Let us see an illustrative example. Suppose \(X_1,X_2,\ldots,X_n\) be IID \(f(x|\theta)\), where \[f(x|\theta) = \theta x^{\theta-1}I_{(0,1)}(x), 0<\theta<\infty.\]
- First we observe that this PDF belongs to the exponential family as \[f(x|\theta) = \theta \times 1 \times \exp\left[(\theta -1)\log x\right] = a(\theta)b(x)\exp[c(\theta)d(x)]\]
- Therefore, \(\sum_{i=1}^n \log X_i\) is complete sufficient (in fact minimal) statistic for \(\theta\).
- Compute the MLE of \(\theta\): the likelihood function \(\mathcal{L}(\theta) = \theta^n \left(\prod_{i=1}^n x_i^{\theta-1}\right)\) and \[l(\theta) = \log \mathcal{L}(\theta) = n \log \theta + (\theta - 1)\sum_{i=1}^n\log X_i.\] Solving \(l'(\theta)=0\), we obtain the MLE of \(\theta\) as \[\widehat{\theta_n} =T_n= -\frac{n}{\sum_{i=1}^n\log X_i}.\]
- First let us check whether \(\widehat{\theta_n}\) is unbiased. We must note that the MLE is in fact a function \(T_n\), which is a complete sufficient statistic \(\sum_{i=1}^n\log X_i\). We obtain the sampling distribution of \(\widehat{\theta_n}\).
- (Step - I) Show that \(Y_i = -\log X_i \sim \mbox{Exponential}(\mbox{rate} = \theta)\).
- (Step - II) Show that \(Y = \sum_{i=1}^n Y_i= -\sum_{i=1}^n\log X_i \sim \mathcal{G}\left(\alpha = n, \beta = \frac{1}{\theta}\right)\).
- (Step - IV) Show that the PDF of \(\widehat{\theta_n}\) is given by \(f_{T_n}(z) = \frac{(n\theta)^ne^{-\frac{n\theta}{z}}}{\Gamma(n)z^{n+1}}, 0<z<\infty\).

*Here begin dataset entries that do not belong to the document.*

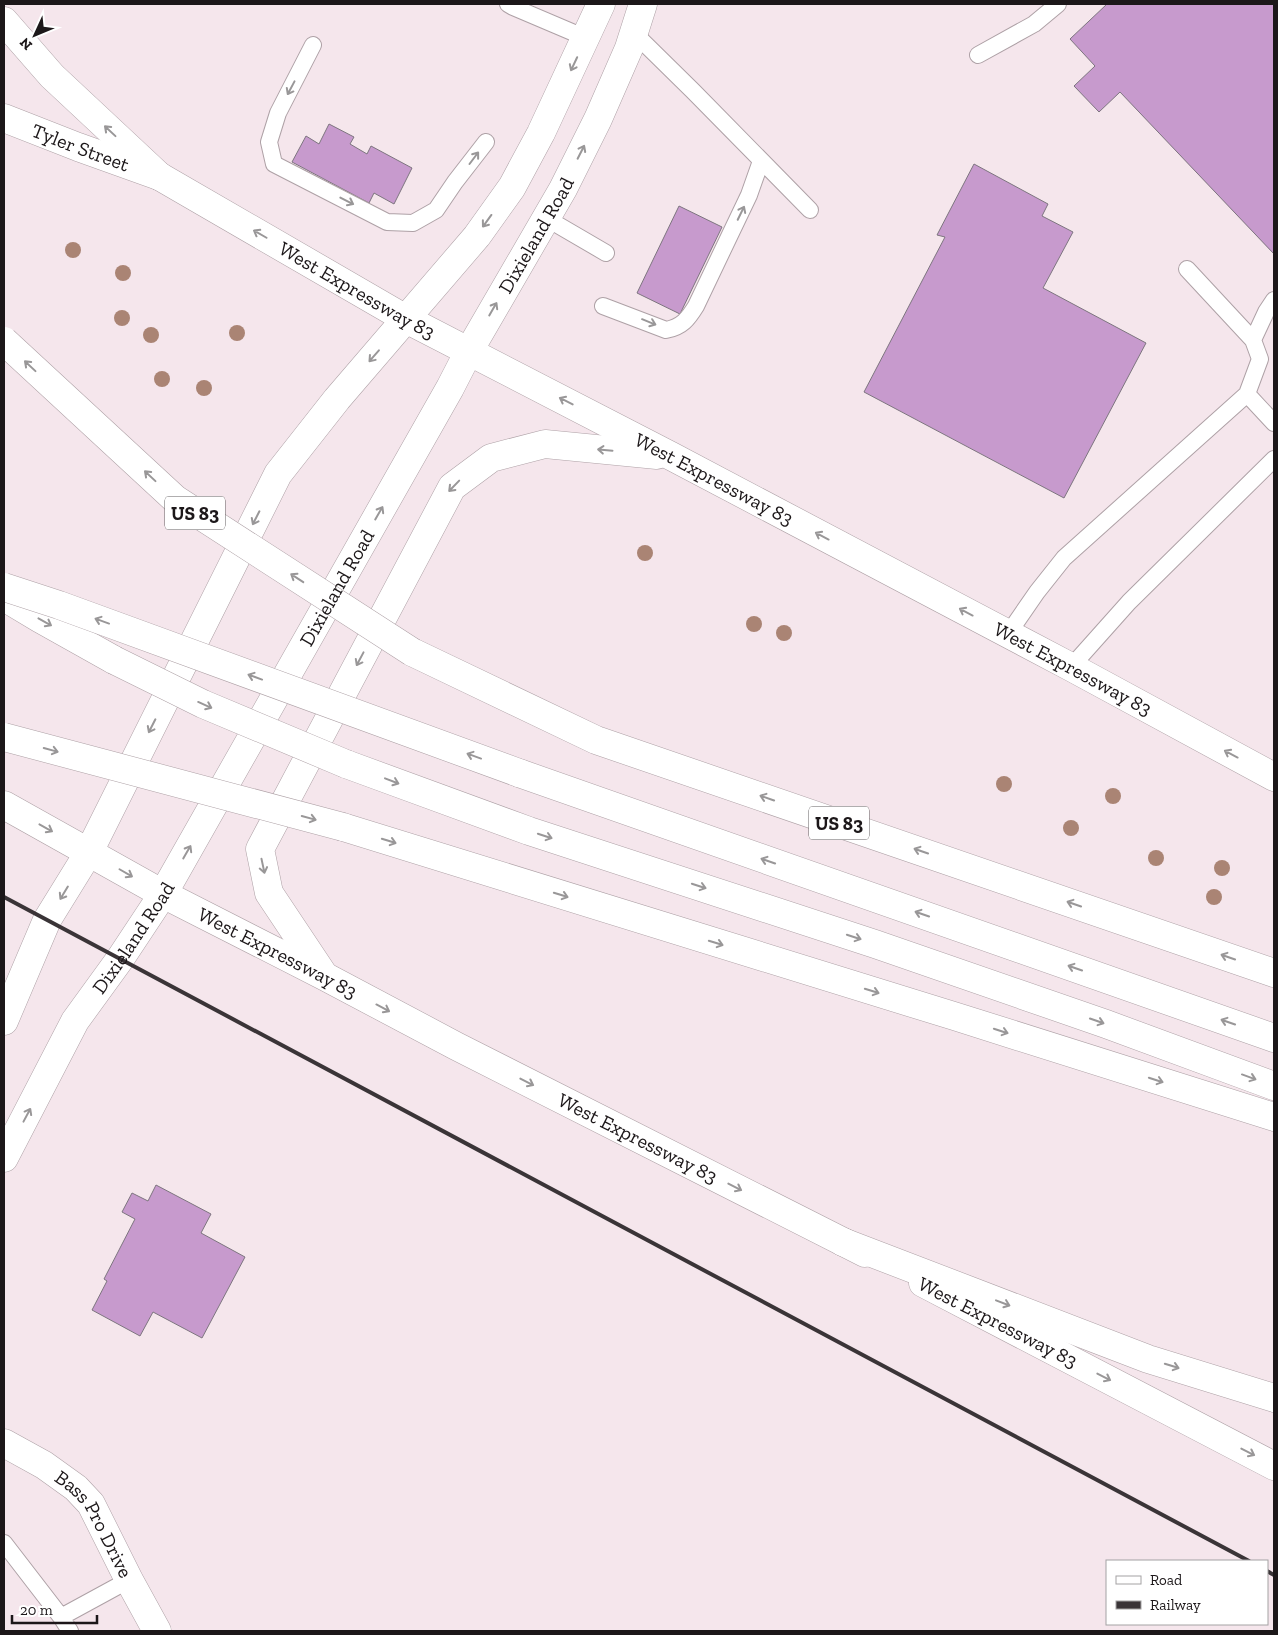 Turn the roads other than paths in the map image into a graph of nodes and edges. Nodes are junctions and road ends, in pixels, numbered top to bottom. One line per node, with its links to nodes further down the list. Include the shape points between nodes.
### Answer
1 (508, 4): 7 (lane)
2 (601, 4): 7 (main road)
3 (643, 4): 6 (main road, Dixieland Road)
4 (1058, 4): 9 (lane, via 1034,24)
5 (4, 21): 13 (main road, one-way to 5, via 52,76)
6 (634, 33): 12 (lane); 15 (main road, Dixieland Road, one-way to 6, via 598,119)
7 (586, 38): 20 (main road, one-way to 20, via 512,187 477,236)
8 (313, 45): 11 (lane, one-way to 11, via 278,113 268,142 274,164 387,222 413,223 436,210)
9 (978, 54)
10 (4, 118): 13 (main road, Tyler Street)
11 (486, 142)
12 (761, 161): 14 (lane); 19 (lane, one-way to 12, via 666,330 688,320 750,195)
13 (159, 176): 20 (main road, West Expressway 83, one-way to 13)
14 (810, 210)
15 (546, 218): 16 (lane); 23 (main road, Dixieland Road, one-way to 15)
16 (606, 253)
17 (1187, 269): 21 (lane)
18 (1274, 300): 21 (lane)
19 (603, 306)
20 (406, 319): 23 (main road, West Expressway 83); 35 (main road, one-way to 35, via 278,474)
21 (1253, 340): 24 (lane, via 1260,359)
22 (4, 341): 37 (main road, US 83, one-way to 22, bridge, via 596,740 412,652 175,499)
23 (469, 351): 26 (main road, West Expressway 83, one-way to 23); 36 (main road, Dixieland Road, one-way to 23)
24 (1247, 394): 25 (lane); 30 (lane, via 1064,558)
25 (1274, 423)
26 (671, 456): 30 (main road, West Expressway 83, one-way to 26); 38 (main road, one-way to 38, via 546,444 491,458 452,486 260,849 268,893)
27 (1274, 459): 31 (lane, via 1129,602)
28 (4, 587): 40 (main road, one-way to 28, bridge, via 519,773)
29 (4, 597): 41 (main road, one-way to 41, bridge, via 114,660 194,700 346,764 520,828 875,944 1106,1024)
30 (1008, 634): 31 (main road, West Expressway 83)
31 (1071, 667): 33 (main road, West Expressway 83, one-way to 31)
32 (4, 737): 42 (main road, one-way to 42, bridge, via 343,827)
33 (1274, 777)
34 (4, 805): 35 (main road, West Expressway 83, one-way to 35)
35 (89, 852): 36 (main road, West Expressway 83, one-way to 36); 39 (main road, one-way to 39, via 47,920)
36 (163, 894): 38 (main road, West Expressway 83); 43 (main road, Dixieland Road, one-way to 36, via 75,1021)
37 (1274, 973)
38 (324, 976): 44 (main road, West Expressway 83, one-way to 44)
39 (4, 1022)
40 (1274, 1038)
41 (1274, 1086)
42 (1274, 1117)
43 (4, 1158)
44 (843, 1242): 45 (main road, one-way to 45, via 1148,1359); 47 (main road, West Expressway 83, one-way to 47)
45 (1274, 1398)
46 (4, 1443): 49 (main road, Bass Pro Drive, via 44,1465 76,1488 91,1504)
47 (1274, 1466)
48 (4, 1543): 50 (lane)
49 (129, 1580): 50 (lane); 51 (main road, Bass Pro Drive)
50 (66, 1624)
51 (157, 1631)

- (Step - V) Show that \(\mbox{E}_{\theta}\left(T_n\right) = \frac{n\theta}{n-1}, n>1\). Therefore, \(T_n\) is not an unbiased estimator of \(\theta\).
- (Step - VI) We can get an unbiased estimator which is a function of \(T_n\), which is a function of a complete sufficient statistic as \(T_n^* = \frac{n-1}{n}T_n = -\frac{n-1}{\sum_{i=1}^n\log X_i}\). Therefore, \(T_n^*\) is the best unbiased estimator.
- (Step - VII) Compute the variance of \(T_n^*\)
- (Step - VIII) Compute the C-R bound for any unbiased estimator of \(\theta\) and check whether \(Var_{\theta}\left(T_n^*\right) = I_n(\theta)^{-1}\) for all \(\theta\in(0,\infty)\).